**TASK PROMPT**
The entries below must be repeated exactly. None may be skipped.

**PROVIDED RECORDS**
========================================

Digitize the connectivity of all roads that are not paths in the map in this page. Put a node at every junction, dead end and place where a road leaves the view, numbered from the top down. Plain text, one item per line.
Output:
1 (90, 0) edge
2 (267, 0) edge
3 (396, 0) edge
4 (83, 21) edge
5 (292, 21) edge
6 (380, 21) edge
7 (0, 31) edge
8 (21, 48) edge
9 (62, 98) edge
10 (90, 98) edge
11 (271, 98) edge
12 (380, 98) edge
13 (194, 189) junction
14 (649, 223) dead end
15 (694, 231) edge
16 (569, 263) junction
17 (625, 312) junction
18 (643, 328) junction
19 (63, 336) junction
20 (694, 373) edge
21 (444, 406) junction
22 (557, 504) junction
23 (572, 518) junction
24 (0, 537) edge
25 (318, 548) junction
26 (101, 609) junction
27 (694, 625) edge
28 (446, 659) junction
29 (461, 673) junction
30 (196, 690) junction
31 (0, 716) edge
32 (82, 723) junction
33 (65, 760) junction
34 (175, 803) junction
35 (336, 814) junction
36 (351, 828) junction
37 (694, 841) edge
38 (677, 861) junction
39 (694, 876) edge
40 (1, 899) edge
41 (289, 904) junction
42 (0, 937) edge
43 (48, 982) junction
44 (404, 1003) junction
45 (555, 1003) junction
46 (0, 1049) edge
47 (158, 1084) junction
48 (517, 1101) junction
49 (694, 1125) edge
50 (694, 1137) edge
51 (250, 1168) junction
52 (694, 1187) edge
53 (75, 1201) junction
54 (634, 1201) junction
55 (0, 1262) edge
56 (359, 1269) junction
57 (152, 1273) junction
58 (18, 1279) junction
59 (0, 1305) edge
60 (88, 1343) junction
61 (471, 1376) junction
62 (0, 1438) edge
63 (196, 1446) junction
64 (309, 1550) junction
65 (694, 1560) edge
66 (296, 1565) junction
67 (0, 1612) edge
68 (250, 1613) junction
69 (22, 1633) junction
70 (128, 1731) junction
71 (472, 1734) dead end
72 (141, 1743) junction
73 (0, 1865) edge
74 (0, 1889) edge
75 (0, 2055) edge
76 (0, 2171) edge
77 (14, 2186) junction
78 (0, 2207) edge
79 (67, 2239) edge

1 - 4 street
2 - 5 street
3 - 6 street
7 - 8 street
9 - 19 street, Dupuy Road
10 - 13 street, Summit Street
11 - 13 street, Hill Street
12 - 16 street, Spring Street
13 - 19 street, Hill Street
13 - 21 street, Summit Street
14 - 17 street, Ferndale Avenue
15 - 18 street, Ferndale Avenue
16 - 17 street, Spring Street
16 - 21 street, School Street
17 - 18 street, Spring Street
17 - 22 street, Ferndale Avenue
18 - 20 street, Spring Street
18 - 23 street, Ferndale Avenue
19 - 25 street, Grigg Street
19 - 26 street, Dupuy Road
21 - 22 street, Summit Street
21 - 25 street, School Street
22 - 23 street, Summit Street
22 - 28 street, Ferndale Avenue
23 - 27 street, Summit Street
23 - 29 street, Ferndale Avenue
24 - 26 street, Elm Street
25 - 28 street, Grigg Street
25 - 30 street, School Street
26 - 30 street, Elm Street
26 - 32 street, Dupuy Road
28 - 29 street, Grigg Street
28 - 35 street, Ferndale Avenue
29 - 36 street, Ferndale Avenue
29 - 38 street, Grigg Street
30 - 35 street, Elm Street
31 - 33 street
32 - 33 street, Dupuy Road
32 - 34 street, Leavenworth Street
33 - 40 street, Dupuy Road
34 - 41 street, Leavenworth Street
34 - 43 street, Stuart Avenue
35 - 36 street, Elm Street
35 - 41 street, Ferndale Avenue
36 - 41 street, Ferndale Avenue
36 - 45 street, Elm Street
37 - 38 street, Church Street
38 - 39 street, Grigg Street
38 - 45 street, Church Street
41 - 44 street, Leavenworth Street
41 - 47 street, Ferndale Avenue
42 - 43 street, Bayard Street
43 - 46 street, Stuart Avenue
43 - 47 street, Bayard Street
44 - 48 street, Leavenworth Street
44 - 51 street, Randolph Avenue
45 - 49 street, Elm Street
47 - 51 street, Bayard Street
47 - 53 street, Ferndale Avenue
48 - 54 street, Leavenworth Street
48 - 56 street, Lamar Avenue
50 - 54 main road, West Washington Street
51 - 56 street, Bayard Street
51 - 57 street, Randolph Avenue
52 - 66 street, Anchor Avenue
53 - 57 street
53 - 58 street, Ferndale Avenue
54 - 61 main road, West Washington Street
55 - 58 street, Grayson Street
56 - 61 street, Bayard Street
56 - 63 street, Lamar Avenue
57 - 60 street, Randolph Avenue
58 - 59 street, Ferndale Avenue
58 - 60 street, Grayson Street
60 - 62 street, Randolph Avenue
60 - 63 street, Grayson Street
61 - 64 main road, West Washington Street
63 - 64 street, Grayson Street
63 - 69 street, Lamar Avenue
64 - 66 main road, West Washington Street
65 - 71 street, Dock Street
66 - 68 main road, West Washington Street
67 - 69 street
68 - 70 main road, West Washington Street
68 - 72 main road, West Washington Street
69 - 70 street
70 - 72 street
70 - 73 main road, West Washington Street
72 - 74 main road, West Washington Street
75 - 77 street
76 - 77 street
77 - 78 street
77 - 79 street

========================================

**EXERCISE OUTPUT**
Digitize the connectivity of all roads that are not paths in the map in this page. Put a node at every junction, dead end and place where a road leaves the view, numbered from the top down. Plain text, one item per line.
Output:
1 (90, 0) edge
2 (267, 0) edge
3 (396, 0) edge
4 (83, 21) edge
5 (292, 21) edge
6 (380, 21) edge
7 (0, 31) edge
8 (21, 48) edge
9 (62, 98) edge
10 (90, 98) edge
11 (271, 98) edge
12 (380, 98) edge
13 (194, 189) junction
14 (649, 223) dead end
15 (694, 231) edge
16 (569, 263) junction
17 (625, 312) junction
18 (643, 328) junction
19 (63, 336) junction
20 (694, 373) edge
21 (444, 406) junction
22 (557, 504) junction
23 (572, 518) junction
24 (0, 537) edge
25 (318, 548) junction
26 (101, 609) junction
27 (694, 625) edge
28 (446, 659) junction
29 (461, 673) junction
30 (196, 690) junction
31 (0, 716) edge
32 (82, 723) junction
33 (65, 760) junction
34 (175, 803) junction
35 (336, 814) junction
36 (351, 828) junction
37 (694, 841) edge
38 (677, 861) junction
39 (694, 876) edge
40 (1, 899) edge
41 (289, 904) junction
42 (0, 937) edge
43 (48, 982) junction
44 (404, 1003) junction
45 (555, 1003) junction
46 (0, 1049) edge
47 (158, 1084) junction
48 (517, 1101) junction
49 (694, 1125) edge
50 (694, 1137) edge
51 (250, 1168) junction
52 (694, 1187) edge
53 (75, 1201) junction
54 (634, 1201) junction
55 (0, 1262) edge
56 (359, 1269) junction
57 (152, 1273) junction
58 (18, 1279) junction
59 (0, 1305) edge
60 (88, 1343) junction
61 (471, 1376) junction
62 (0, 1438) edge
63 (196, 1446) junction
64 (309, 1550) junction
65 (694, 1560) edge
66 (296, 1565) junction
67 (0, 1612) edge
68 (250, 1613) junction
69 (22, 1633) junction
70 (128, 1731) junction
71 (472, 1734) dead end
72 (141, 1743) junction
73 (0, 1865) edge
74 (0, 1889) edge
75 (0, 2055) edge
76 (0, 2171) edge
77 (14, 2186) junction
78 (0, 2207) edge
79 (67, 2239) edge

1 - 4 street
2 - 5 street
3 - 6 street
7 - 8 street
9 - 19 street, Dupuy Road
10 - 13 street, Summit Street
11 - 13 street, Hill Street
12 - 16 street, Spring Street
13 - 19 street, Hill Street
13 - 21 street, Summit Street
14 - 17 street, Ferndale Avenue
15 - 18 street, Ferndale Avenue
16 - 17 street, Spring Street
16 - 21 street, School Street
17 - 18 street, Spring Street
17 - 22 street, Ferndale Avenue
18 - 20 street, Spring Street
18 - 23 street, Ferndale Avenue
19 - 25 street, Grigg Street
19 - 26 street, Dupuy Road
21 - 22 street, Summit Street
21 - 25 street, School Street
22 - 23 street, Summit Street
22 - 28 street, Ferndale Avenue
23 - 27 street, Summit Street
23 - 29 street, Ferndale Avenue
24 - 26 street, Elm Street
25 - 28 street, Grigg Street
25 - 30 street, School Street
26 - 30 street, Elm Street
26 - 32 street, Dupuy Road
28 - 29 street, Grigg Street
28 - 35 street, Ferndale Avenue
29 - 36 street, Ferndale Avenue
29 - 38 street, Grigg Street
30 - 35 street, Elm Street
31 - 33 street
32 - 33 street, Dupuy Road
32 - 34 street, Leavenworth Street
33 - 40 street, Dupuy Road
34 - 41 street, Leavenworth Street
34 - 43 street, Stuart Avenue
35 - 36 street, Elm Street
35 - 41 street, Ferndale Avenue
36 - 41 street, Ferndale Avenue
36 - 45 street, Elm Street
37 - 38 street, Church Street
38 - 39 street, Grigg Street
38 - 45 street, Church Street
41 - 44 street, Leavenworth Street
41 - 47 street, Ferndale Avenue
42 - 43 street, Bayard Street
43 - 46 street, Stuart Avenue
43 - 47 street, Bayard Street
44 - 48 street, Leavenworth Street
44 - 51 street, Randolph Avenue
45 - 49 street, Elm Street
47 - 51 street, Bayard Street
47 - 53 street, Ferndale Avenue
48 - 54 street, Leavenworth Street
48 - 56 street, Lamar Avenue
50 - 54 main road, West Washington Street
51 - 56 street, Bayard Street
51 - 57 street, Randolph Avenue
52 - 66 street, Anchor Avenue
53 - 57 street
53 - 58 street, Ferndale Avenue
54 - 61 main road, West Washington Street
55 - 58 street, Grayson Street
56 - 61 street, Bayard Street
56 - 63 street, Lamar Avenue
57 - 60 street, Randolph Avenue
58 - 59 street, Ferndale Avenue
58 - 60 street, Grayson Street
60 - 62 street, Randolph Avenue
60 - 63 street, Grayson Street
61 - 64 main road, West Washington Street
63 - 64 street, Grayson Street
63 - 69 street, Lamar Avenue
64 - 66 main road, West Washington Street
65 - 71 street, Dock Street
66 - 68 main road, West Washington Street
67 - 69 street
68 - 70 main road, West Washington Street
68 - 72 main road, West Washington Street
69 - 70 street
70 - 72 street
70 - 73 main road, West Washington Street
72 - 74 main road, West Washington Street
75 - 77 street
76 - 77 street
77 - 78 street
77 - 79 street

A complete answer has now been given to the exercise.